At the same time, the majority of Australians have given real estate a big tick of approval by investing more than $7 trillion in the asset class. At last count, we owned about $1.8 trillion in shares. Australians prefer property because it’s a safer asset class. Historically, Australian shares may fluctuate by over 40% in any one year, offering investors a white-knuckle ride and little clarity about the value of their portfolio. Furthermore, the mad histrionics of an East Asian communist dictator or long-standing money laundering scandals that seem to have ensnared a sharemarket favourite won’t impact the value of your property portfolio.

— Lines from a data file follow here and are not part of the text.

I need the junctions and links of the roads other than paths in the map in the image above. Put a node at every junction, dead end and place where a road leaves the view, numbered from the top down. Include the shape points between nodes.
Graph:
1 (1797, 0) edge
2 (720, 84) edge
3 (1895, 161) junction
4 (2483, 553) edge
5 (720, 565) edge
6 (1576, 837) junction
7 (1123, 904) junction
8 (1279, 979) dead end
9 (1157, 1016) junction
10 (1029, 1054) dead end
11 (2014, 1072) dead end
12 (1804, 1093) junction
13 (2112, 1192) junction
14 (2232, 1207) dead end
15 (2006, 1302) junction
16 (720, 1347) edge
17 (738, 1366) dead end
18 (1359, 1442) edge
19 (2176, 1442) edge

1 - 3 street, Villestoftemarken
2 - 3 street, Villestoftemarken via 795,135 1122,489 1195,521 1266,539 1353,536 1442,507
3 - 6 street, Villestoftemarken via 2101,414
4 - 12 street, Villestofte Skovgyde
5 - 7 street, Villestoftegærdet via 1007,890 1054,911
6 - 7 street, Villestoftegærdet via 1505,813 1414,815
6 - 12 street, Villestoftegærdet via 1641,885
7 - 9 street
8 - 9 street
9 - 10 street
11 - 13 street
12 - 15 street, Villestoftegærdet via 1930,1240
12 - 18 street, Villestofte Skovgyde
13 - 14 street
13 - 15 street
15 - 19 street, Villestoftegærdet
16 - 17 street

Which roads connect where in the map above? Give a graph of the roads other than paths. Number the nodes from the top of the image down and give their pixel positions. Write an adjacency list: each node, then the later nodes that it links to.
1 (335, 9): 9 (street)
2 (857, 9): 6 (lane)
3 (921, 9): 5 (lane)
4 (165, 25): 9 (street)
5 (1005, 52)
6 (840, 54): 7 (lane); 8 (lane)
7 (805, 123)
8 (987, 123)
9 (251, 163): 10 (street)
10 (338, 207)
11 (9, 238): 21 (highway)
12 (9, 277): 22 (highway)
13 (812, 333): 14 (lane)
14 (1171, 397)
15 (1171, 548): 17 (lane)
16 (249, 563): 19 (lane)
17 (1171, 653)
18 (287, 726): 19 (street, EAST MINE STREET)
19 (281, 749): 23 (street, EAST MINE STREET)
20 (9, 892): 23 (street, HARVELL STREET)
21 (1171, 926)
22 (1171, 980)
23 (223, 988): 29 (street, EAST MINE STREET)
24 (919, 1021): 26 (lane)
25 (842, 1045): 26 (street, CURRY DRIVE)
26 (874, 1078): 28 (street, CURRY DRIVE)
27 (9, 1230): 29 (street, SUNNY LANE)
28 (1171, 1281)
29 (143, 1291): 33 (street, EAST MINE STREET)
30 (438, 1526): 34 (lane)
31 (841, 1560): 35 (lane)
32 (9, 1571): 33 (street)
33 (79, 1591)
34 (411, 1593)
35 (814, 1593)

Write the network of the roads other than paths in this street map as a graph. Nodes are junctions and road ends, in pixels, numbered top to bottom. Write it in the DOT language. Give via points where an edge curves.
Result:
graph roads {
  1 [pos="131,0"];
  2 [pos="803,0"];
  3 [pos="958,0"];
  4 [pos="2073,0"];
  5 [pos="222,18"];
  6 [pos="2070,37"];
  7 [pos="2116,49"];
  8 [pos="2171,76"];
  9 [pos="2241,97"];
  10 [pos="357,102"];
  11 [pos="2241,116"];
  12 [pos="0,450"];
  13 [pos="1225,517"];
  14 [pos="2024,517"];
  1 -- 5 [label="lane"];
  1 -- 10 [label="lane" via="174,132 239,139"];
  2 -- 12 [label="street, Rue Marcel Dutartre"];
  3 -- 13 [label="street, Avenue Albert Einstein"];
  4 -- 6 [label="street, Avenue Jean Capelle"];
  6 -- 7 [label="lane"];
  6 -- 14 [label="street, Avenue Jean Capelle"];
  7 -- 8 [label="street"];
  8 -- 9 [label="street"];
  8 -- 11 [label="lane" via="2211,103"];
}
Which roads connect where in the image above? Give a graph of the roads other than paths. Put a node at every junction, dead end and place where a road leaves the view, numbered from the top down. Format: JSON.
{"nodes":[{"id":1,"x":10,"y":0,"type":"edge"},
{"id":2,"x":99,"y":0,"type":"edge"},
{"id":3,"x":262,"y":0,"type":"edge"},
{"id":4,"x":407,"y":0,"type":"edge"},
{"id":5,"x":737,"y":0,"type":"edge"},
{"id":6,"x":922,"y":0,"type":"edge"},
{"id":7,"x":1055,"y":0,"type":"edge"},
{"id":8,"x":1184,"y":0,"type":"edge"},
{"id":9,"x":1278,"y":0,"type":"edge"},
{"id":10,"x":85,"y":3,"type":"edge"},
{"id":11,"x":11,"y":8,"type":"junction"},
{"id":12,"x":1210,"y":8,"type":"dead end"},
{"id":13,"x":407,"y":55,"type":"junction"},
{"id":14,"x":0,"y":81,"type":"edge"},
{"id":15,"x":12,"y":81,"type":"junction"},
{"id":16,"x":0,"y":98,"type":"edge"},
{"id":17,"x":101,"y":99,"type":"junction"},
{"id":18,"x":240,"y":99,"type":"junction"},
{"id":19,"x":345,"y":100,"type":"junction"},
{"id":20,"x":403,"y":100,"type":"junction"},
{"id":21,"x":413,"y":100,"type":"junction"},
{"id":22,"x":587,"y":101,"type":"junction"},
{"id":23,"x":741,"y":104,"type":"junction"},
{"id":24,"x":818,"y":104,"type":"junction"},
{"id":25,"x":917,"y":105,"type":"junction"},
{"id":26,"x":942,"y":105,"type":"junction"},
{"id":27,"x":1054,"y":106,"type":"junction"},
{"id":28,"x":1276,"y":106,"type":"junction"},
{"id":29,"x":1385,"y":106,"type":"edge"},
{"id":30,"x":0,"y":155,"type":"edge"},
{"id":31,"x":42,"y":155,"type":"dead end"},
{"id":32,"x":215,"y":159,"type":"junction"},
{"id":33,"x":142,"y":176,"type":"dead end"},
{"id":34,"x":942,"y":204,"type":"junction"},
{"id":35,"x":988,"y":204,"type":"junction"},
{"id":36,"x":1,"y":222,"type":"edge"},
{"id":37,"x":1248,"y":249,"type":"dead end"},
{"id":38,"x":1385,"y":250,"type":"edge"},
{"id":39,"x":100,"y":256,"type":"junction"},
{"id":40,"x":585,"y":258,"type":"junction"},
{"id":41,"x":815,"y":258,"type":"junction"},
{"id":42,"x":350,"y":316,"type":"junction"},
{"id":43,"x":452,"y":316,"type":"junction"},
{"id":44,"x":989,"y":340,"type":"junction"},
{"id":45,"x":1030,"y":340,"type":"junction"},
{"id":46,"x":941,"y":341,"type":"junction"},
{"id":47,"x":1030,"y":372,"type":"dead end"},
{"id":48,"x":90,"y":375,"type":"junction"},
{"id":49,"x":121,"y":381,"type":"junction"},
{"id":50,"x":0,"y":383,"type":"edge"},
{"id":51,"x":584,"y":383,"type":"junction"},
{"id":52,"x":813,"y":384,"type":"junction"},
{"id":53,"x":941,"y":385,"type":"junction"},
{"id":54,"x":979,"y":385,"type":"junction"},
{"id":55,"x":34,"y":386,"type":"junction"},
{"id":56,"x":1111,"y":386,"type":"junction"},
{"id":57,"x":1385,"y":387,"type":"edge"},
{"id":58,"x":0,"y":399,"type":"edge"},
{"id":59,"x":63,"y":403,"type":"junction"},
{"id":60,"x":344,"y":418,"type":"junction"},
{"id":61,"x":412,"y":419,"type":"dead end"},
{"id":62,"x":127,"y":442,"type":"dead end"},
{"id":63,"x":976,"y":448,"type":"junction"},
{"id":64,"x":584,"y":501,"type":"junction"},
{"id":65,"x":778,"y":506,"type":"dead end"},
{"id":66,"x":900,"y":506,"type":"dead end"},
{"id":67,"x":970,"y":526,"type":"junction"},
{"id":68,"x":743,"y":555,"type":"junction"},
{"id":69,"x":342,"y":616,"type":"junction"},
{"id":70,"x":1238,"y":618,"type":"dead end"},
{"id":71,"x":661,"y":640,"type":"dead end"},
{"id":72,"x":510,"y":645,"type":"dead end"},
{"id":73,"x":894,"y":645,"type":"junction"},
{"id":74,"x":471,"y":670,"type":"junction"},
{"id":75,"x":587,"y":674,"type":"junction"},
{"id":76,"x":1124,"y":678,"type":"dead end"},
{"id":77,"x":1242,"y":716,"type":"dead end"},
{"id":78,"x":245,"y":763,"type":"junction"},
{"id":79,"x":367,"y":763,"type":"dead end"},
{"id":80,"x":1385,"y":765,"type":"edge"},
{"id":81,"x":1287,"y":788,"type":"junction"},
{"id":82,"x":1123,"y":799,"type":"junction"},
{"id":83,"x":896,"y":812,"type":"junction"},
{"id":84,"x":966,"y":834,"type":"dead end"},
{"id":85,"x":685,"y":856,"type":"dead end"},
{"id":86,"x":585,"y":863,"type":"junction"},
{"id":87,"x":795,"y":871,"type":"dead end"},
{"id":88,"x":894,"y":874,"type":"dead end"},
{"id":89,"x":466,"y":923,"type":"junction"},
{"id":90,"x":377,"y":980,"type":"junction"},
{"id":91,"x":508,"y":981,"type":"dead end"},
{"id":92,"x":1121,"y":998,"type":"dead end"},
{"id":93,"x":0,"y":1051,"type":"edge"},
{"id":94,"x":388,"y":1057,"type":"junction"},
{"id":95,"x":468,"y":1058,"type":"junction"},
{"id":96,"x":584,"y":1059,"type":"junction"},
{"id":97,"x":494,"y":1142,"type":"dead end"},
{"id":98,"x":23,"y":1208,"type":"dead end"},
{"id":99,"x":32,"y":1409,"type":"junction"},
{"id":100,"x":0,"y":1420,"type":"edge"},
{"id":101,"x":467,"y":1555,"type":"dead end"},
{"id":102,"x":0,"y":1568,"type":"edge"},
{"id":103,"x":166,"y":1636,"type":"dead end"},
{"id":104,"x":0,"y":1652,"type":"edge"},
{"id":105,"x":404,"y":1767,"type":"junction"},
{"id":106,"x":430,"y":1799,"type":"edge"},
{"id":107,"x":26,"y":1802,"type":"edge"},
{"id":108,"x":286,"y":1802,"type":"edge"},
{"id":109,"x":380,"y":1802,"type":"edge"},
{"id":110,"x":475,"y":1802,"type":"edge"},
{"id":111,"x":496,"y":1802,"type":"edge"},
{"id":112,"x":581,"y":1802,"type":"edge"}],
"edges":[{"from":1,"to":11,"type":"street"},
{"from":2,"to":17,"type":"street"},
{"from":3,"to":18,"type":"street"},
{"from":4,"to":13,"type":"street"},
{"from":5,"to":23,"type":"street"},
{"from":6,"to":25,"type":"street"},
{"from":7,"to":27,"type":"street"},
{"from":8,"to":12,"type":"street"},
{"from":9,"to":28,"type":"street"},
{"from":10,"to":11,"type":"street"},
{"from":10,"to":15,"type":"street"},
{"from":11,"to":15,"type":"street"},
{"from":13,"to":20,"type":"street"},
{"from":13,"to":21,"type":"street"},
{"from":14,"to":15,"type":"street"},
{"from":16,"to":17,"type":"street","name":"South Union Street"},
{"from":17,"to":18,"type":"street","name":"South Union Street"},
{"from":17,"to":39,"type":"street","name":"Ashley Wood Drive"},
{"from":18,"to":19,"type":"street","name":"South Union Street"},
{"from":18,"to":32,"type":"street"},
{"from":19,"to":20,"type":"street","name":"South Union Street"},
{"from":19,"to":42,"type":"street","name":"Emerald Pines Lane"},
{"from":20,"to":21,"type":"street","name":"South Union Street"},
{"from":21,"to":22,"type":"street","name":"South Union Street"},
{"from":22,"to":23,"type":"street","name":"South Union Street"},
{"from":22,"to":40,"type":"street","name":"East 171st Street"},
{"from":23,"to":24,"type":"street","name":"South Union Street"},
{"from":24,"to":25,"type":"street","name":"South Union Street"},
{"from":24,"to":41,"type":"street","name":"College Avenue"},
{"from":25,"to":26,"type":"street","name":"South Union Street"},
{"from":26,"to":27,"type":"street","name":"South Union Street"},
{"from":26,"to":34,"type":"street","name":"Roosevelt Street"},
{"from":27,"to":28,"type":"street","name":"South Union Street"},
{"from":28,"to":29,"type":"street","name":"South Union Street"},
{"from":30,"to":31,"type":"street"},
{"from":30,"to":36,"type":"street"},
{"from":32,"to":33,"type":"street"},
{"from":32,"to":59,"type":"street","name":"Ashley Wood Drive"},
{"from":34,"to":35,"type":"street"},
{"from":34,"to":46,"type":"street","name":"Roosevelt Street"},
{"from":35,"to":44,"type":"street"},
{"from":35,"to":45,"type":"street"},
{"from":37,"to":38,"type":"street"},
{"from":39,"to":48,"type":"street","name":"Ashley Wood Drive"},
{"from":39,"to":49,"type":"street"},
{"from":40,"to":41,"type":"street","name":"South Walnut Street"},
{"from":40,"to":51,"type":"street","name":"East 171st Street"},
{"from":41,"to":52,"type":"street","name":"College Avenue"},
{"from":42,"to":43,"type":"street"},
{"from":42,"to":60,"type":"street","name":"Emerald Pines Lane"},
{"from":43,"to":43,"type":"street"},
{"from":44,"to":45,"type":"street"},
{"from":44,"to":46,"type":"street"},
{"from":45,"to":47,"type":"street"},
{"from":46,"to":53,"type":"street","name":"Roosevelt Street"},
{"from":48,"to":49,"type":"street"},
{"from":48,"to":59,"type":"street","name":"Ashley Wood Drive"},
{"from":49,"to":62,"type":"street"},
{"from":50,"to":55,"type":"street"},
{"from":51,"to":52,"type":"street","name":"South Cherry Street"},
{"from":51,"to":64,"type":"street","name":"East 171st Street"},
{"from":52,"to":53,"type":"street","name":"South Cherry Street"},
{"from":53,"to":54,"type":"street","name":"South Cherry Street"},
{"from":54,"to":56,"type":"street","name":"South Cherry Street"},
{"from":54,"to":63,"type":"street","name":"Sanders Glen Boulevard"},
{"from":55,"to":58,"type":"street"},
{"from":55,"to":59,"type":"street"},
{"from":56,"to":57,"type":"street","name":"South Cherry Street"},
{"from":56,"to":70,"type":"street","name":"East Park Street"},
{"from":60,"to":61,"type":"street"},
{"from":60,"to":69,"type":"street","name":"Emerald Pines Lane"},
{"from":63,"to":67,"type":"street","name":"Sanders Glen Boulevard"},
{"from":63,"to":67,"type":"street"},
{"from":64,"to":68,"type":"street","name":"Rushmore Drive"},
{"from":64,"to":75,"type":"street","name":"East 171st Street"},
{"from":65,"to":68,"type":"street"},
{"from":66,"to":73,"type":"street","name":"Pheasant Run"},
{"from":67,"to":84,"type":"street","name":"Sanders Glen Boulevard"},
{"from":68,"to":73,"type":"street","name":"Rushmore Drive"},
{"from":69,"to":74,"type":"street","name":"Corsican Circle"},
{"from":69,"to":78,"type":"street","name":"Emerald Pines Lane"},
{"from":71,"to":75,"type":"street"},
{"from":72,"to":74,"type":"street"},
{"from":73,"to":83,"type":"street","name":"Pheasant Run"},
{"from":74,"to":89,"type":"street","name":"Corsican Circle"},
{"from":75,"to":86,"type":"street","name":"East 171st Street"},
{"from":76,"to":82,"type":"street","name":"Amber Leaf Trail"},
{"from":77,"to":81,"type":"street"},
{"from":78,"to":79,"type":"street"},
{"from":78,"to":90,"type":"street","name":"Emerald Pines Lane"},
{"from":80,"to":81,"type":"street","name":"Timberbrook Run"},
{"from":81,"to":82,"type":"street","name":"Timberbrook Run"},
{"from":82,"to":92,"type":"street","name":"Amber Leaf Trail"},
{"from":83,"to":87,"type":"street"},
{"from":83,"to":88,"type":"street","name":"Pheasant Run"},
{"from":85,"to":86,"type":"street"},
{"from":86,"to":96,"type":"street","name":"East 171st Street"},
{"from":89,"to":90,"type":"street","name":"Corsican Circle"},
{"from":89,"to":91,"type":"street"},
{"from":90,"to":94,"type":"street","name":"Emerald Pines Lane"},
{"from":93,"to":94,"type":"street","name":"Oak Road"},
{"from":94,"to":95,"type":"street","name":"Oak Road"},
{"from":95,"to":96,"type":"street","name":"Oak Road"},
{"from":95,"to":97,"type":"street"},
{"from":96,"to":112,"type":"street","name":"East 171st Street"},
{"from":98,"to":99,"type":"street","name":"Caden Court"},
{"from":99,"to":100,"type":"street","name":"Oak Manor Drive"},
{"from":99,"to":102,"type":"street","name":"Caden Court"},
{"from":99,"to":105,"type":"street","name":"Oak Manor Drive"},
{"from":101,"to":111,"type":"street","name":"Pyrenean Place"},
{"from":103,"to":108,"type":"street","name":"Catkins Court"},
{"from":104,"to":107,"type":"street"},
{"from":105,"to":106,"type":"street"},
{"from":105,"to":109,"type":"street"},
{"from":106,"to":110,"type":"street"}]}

Our low-interest rate environment, along with our falling unemployment and 26 years of consecutive economic growth, continues to underpin demand for real estate. The Reserve Bank has not increased the official cash rate since 3 November 2010. Regardless of banking regulator APRA’s imposition of restrictions on investment and interest-only lending, mortgages interest rates are still well below the long-term averages. Moreover, there are very few economists tipping the RBA will start tightening interest rates anytime soon.
I was also pleased to see some sensible comments from a former prime minister on the issue of housing affordability. Speaking at a property industry symposium in Sydney in late August, John Howard said any big city should expect property price rises. The facts are that cities such as Sydney and Melbourne are growing by thousands every week. These people need to be housed, either in owner-occupied or tenanted accommodation. This population growth won’t be slowing anytime soon, which is the best insurance policy for property values in our major capital cities.
My advice is to ignore the short-term noise and stick solid with quality, well-located real estate. It produces excellent long-term returns without the volatility of other growth asset classes.